## What needs to be done
Isolate every line in the data with the string "East" and copy it.

## Records to use
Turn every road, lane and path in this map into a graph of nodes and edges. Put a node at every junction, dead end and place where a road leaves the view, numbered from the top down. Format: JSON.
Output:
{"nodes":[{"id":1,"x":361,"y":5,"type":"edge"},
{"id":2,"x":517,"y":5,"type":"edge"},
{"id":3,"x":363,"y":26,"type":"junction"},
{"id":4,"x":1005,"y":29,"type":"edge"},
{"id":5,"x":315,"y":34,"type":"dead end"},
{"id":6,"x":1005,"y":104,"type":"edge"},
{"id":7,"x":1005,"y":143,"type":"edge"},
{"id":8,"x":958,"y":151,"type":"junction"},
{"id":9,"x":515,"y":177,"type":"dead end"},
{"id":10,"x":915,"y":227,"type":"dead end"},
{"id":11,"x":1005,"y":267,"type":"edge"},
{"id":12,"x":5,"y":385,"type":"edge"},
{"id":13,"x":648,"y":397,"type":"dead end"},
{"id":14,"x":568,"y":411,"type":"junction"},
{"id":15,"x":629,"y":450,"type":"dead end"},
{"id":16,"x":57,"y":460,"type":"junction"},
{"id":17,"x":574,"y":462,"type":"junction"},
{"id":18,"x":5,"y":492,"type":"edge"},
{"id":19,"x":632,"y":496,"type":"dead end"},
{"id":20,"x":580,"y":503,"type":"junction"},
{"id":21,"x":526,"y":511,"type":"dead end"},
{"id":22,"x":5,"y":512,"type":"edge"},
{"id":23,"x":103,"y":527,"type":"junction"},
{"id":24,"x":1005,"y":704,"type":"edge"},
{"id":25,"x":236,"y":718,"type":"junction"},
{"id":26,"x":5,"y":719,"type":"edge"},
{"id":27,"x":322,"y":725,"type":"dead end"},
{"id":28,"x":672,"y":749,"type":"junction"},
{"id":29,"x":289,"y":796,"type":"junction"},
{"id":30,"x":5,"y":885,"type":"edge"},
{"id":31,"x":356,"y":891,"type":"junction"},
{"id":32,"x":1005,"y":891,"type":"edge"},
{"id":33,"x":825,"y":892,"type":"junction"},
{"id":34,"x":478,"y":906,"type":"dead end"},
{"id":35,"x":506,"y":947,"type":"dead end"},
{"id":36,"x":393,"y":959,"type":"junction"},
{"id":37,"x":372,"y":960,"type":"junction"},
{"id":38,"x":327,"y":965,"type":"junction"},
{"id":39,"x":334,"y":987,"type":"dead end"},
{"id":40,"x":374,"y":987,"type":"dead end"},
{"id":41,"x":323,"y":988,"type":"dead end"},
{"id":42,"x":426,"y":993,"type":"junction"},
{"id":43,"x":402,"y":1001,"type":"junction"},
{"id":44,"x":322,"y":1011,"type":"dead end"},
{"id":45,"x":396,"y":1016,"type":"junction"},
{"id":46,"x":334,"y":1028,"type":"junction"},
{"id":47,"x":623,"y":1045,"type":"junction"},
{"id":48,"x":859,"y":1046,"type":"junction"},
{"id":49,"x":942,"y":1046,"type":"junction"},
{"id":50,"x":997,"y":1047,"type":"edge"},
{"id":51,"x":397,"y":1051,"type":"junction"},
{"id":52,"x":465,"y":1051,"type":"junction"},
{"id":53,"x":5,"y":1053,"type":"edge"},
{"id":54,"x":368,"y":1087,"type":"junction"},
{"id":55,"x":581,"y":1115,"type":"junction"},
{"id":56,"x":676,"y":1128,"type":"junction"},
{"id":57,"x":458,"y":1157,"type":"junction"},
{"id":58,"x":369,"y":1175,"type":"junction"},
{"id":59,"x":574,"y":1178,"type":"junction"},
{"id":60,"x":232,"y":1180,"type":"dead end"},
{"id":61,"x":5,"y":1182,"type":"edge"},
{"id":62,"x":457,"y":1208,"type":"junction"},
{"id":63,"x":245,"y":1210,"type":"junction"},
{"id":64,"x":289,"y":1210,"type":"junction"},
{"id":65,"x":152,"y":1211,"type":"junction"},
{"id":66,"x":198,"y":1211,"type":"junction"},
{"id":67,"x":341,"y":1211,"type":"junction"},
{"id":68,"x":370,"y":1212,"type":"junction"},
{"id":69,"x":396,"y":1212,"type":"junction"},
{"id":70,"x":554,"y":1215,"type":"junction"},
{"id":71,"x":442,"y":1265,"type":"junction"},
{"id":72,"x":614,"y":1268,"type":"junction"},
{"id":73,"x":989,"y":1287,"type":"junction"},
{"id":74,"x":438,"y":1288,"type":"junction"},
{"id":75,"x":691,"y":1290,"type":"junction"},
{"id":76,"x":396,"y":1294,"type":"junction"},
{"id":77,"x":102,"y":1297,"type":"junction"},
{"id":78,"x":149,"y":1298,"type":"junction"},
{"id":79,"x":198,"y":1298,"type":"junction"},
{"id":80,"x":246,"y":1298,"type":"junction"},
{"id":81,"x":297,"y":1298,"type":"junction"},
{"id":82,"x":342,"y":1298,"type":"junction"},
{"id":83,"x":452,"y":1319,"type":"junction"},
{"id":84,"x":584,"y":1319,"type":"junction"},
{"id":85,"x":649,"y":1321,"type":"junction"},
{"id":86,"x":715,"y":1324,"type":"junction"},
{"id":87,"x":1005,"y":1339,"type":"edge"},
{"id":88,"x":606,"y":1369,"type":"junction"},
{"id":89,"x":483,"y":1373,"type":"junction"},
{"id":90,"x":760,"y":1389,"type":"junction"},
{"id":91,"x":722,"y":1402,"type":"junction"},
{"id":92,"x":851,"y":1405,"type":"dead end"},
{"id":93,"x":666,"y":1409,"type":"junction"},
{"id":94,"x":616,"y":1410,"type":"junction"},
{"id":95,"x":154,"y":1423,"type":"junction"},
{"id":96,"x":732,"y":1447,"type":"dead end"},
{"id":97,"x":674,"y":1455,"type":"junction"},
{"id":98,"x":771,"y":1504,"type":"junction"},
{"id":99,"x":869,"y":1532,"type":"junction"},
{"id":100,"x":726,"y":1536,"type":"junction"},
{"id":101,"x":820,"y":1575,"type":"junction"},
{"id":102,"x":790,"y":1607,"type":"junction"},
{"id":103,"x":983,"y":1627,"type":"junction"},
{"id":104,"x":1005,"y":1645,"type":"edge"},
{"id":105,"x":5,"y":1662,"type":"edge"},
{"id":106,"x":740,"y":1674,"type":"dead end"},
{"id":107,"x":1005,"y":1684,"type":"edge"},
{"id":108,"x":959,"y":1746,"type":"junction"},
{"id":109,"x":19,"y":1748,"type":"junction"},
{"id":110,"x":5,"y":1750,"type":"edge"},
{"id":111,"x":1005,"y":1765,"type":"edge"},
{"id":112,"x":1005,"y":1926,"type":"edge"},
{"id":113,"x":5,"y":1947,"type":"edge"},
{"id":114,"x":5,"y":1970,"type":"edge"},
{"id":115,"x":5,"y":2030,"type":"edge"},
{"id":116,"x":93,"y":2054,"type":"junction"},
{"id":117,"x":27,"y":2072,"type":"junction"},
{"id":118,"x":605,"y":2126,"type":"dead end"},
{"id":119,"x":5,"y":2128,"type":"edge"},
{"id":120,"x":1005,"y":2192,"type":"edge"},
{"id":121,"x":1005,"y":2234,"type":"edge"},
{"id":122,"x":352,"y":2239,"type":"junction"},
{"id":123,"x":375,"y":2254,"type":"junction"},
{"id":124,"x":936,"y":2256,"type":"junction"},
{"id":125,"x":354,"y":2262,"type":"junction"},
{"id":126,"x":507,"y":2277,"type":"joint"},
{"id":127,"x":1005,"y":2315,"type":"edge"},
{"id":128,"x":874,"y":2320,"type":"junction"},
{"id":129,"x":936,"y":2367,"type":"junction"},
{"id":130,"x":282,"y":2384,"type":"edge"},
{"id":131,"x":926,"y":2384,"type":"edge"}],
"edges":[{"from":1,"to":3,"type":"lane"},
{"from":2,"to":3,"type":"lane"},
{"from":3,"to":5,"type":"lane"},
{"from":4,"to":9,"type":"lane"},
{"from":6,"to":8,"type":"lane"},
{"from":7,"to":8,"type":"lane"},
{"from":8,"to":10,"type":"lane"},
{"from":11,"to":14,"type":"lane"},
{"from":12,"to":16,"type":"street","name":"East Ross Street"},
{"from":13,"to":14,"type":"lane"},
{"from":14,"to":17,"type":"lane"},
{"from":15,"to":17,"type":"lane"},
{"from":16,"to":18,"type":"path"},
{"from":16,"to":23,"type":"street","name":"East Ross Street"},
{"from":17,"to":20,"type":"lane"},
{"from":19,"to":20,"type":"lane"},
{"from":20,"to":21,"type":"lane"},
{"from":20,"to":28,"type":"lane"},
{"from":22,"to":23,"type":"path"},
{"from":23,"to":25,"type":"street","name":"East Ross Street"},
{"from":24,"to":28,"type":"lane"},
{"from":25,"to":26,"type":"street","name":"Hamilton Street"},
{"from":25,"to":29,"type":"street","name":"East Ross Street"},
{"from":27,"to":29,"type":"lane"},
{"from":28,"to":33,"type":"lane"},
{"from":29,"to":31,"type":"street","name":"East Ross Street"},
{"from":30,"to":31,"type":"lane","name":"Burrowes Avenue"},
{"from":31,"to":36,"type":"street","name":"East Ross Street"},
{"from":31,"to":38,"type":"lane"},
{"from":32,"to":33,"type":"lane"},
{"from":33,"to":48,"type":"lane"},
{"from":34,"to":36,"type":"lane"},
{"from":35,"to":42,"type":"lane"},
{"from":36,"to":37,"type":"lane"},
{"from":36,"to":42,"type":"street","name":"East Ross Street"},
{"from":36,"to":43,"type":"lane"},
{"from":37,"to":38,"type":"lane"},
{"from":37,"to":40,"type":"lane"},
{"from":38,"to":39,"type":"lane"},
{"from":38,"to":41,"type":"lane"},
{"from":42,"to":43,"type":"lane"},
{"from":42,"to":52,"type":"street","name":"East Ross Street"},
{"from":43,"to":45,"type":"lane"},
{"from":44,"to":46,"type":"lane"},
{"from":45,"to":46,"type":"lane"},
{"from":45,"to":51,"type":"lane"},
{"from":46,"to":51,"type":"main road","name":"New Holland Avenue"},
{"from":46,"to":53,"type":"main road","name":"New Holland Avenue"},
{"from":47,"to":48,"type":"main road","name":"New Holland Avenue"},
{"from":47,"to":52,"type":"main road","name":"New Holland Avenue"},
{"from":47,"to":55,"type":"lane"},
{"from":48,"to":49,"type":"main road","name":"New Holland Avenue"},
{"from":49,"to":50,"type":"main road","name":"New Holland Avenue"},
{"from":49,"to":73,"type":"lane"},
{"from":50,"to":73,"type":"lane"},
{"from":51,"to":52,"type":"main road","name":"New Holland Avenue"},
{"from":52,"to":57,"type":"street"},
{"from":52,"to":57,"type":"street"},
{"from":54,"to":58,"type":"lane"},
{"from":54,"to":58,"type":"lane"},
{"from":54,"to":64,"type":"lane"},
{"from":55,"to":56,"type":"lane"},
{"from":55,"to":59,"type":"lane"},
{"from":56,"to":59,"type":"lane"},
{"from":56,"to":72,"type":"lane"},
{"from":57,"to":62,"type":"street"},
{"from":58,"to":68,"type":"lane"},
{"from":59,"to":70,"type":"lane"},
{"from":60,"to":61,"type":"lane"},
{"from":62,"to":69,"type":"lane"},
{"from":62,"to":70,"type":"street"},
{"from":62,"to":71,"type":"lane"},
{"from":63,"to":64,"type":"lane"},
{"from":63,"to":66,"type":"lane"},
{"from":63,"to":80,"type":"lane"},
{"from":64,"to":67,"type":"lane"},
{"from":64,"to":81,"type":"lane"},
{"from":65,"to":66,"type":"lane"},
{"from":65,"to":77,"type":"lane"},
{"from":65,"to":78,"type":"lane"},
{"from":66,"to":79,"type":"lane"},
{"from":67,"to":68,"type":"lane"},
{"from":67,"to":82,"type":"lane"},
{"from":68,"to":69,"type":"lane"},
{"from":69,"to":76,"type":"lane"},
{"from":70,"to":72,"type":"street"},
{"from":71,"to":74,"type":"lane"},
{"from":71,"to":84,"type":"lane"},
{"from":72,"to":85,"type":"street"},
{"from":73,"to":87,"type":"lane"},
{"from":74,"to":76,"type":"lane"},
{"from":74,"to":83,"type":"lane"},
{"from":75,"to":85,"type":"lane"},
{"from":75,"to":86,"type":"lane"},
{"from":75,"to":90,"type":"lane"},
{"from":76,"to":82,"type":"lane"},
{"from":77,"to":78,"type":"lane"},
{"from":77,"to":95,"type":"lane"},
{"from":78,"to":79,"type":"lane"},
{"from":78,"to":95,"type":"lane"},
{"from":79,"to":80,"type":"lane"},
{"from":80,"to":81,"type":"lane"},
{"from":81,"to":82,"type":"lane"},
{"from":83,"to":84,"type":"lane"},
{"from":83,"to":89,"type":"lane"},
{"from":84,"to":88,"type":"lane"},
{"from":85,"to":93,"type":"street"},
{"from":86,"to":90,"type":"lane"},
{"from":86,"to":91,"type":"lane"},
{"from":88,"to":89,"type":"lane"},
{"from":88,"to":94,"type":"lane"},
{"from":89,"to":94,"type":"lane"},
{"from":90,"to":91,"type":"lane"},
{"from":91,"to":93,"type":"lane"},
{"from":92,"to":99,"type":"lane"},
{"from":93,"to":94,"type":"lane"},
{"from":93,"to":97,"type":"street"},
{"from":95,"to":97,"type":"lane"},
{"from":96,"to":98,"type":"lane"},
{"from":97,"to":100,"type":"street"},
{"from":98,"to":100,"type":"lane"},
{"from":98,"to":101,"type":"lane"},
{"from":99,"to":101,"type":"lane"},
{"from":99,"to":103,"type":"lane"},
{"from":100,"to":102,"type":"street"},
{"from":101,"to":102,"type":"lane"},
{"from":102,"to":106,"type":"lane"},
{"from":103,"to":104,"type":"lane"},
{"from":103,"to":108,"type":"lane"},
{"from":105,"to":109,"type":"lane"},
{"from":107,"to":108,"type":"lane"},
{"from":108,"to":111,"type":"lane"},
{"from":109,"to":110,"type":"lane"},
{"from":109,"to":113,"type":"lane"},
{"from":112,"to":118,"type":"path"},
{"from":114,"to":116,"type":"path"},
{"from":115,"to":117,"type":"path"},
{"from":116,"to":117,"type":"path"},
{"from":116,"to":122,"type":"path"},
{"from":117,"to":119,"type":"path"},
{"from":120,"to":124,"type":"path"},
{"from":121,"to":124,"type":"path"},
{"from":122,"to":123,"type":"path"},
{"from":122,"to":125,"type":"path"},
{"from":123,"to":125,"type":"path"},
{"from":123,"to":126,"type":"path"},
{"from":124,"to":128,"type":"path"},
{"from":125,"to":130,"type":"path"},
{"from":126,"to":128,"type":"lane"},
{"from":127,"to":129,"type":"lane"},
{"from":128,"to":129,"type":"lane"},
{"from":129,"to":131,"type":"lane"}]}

## Task solution
{"from":12,"to":16,"type":"street","name":"East Ross Street"},
{"from":16,"to":23,"type":"street","name":"East Ross Street"},
{"from":23,"to":25,"type":"street","name":"East Ross Street"},
{"from":25,"to":29,"type":"street","name":"East Ross Street"},
{"from":29,"to":31,"type":"street","name":"East Ross Street"},
{"from":31,"to":36,"type":"street","name":"East Ross Street"},
{"from":36,"to":42,"type":"street","name":"East Ross Street"},
{"from":42,"to":52,"type":"street","name":"East Ross Street"},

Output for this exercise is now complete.